> [Task instructions]: Copy every line of the data in which the word "other" occurs.

=== Record excerpts ===

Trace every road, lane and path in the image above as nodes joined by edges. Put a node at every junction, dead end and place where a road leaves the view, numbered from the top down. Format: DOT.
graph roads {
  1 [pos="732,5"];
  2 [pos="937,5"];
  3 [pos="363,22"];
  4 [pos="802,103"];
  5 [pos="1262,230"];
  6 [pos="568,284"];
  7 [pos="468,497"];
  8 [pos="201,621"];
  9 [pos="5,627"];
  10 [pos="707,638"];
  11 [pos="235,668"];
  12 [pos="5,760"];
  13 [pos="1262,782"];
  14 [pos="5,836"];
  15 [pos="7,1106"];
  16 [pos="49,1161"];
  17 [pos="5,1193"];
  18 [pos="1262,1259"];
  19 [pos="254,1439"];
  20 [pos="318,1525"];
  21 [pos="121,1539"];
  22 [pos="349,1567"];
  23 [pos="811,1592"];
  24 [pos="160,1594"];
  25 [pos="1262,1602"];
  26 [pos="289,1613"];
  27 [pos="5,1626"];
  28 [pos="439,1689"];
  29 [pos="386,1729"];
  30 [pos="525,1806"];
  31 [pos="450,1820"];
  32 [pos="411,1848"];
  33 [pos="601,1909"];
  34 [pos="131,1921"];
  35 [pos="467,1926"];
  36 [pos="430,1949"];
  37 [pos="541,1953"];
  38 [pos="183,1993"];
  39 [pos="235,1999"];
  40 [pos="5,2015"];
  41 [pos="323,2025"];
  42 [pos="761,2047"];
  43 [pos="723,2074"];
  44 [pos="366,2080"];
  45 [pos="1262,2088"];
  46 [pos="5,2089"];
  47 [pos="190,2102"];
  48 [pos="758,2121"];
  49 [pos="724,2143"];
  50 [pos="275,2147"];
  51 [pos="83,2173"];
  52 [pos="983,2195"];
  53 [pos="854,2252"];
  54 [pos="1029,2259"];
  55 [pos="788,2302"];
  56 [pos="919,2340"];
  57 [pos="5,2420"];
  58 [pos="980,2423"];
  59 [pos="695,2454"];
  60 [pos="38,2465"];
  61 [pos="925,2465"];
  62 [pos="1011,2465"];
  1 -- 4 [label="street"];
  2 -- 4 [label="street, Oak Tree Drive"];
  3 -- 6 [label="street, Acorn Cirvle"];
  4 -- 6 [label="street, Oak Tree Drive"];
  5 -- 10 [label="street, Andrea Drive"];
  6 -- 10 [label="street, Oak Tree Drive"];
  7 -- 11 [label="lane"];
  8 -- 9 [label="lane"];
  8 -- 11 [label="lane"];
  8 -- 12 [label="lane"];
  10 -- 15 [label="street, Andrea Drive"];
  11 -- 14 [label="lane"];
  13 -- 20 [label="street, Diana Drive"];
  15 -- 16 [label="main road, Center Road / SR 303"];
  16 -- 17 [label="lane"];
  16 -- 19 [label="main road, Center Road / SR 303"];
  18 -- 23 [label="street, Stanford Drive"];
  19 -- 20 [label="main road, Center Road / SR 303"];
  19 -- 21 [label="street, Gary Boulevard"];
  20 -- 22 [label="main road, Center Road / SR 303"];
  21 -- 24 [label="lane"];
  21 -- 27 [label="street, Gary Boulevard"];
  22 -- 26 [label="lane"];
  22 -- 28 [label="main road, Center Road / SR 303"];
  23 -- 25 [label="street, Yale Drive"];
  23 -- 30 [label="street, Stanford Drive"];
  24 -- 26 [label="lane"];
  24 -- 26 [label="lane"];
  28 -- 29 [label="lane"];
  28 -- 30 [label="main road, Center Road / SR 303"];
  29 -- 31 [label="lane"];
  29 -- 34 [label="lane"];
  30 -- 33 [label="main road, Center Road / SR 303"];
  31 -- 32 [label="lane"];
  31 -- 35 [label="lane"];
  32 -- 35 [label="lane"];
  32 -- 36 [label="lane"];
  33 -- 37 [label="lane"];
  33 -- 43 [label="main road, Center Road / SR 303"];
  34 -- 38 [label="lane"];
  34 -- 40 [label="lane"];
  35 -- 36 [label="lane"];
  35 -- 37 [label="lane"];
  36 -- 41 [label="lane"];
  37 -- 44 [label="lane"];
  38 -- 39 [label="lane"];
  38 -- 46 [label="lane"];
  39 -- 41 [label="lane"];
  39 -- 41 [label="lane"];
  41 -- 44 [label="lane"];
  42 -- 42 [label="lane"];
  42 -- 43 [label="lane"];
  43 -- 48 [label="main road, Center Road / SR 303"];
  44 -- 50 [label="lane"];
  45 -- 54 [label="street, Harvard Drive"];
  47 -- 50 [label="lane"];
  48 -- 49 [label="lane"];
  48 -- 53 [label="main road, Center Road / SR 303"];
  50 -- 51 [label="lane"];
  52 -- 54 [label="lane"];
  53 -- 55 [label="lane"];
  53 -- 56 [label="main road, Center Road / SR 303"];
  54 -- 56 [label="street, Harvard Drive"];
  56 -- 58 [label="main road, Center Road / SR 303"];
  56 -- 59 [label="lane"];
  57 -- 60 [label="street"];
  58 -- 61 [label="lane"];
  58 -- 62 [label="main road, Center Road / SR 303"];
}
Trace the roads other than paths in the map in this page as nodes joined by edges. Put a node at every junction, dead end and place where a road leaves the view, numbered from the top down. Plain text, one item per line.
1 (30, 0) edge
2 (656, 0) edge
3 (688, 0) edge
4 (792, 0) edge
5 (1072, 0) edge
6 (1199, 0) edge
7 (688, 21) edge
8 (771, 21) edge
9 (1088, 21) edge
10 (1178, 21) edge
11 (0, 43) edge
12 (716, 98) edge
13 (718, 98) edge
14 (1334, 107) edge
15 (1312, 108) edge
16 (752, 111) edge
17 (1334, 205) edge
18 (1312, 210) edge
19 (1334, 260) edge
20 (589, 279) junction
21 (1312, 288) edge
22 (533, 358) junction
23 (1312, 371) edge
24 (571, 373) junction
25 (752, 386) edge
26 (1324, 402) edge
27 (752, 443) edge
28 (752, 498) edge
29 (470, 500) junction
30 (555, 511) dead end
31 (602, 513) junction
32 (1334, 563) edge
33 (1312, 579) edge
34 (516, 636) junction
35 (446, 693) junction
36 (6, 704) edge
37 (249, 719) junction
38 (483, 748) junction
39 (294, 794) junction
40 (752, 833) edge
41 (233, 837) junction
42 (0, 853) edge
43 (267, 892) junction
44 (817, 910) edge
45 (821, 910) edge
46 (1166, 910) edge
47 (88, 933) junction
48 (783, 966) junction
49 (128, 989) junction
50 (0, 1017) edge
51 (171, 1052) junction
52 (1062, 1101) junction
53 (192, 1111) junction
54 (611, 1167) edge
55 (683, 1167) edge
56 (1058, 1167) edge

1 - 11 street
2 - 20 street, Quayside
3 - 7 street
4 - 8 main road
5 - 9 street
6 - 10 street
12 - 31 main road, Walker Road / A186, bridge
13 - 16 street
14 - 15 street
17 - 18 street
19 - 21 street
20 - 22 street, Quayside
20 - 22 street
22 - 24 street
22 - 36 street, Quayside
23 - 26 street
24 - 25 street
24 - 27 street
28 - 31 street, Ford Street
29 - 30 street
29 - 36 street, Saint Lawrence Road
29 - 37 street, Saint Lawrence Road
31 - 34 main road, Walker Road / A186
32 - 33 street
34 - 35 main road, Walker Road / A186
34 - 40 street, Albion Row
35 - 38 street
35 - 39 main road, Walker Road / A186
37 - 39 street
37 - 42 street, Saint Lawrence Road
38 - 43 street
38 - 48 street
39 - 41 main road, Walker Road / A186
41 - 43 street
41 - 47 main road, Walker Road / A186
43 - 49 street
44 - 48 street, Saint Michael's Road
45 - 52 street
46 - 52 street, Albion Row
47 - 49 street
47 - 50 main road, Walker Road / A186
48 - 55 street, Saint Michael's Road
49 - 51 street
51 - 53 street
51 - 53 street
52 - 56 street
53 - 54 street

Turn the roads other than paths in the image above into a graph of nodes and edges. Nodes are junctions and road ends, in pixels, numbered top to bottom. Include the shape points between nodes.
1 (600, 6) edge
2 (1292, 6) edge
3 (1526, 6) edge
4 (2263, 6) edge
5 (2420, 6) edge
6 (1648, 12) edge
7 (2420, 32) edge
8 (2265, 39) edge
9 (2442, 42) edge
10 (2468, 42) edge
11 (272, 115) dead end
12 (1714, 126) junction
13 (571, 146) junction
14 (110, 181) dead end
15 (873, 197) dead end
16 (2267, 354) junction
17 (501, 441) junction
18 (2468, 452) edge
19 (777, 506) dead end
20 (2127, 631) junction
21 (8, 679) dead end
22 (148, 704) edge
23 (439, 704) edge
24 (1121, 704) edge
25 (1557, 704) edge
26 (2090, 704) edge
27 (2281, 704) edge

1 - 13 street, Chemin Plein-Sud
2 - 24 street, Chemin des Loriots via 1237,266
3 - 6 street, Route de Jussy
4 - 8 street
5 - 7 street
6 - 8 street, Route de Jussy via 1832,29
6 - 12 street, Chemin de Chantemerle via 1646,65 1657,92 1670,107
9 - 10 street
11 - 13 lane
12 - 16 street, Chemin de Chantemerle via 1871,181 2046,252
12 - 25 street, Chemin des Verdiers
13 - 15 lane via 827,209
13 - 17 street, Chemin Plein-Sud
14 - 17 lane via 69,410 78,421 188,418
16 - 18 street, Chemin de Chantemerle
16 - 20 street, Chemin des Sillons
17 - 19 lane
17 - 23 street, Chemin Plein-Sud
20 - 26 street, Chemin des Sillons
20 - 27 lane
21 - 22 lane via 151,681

===

> [Answer to this exercise]:
Trace the roads other than paths in the map in this page as nodes joined by edges. Put a node at every junction, dead end and place where a road leaves the view, numbered from the top down. Plain text, one item per line.
Turn the roads other than paths in the image above into a graph of nodes and edges. Nodes are junctions and road ends, in pixels, numbered top to bottom. Include the shape points between nodes.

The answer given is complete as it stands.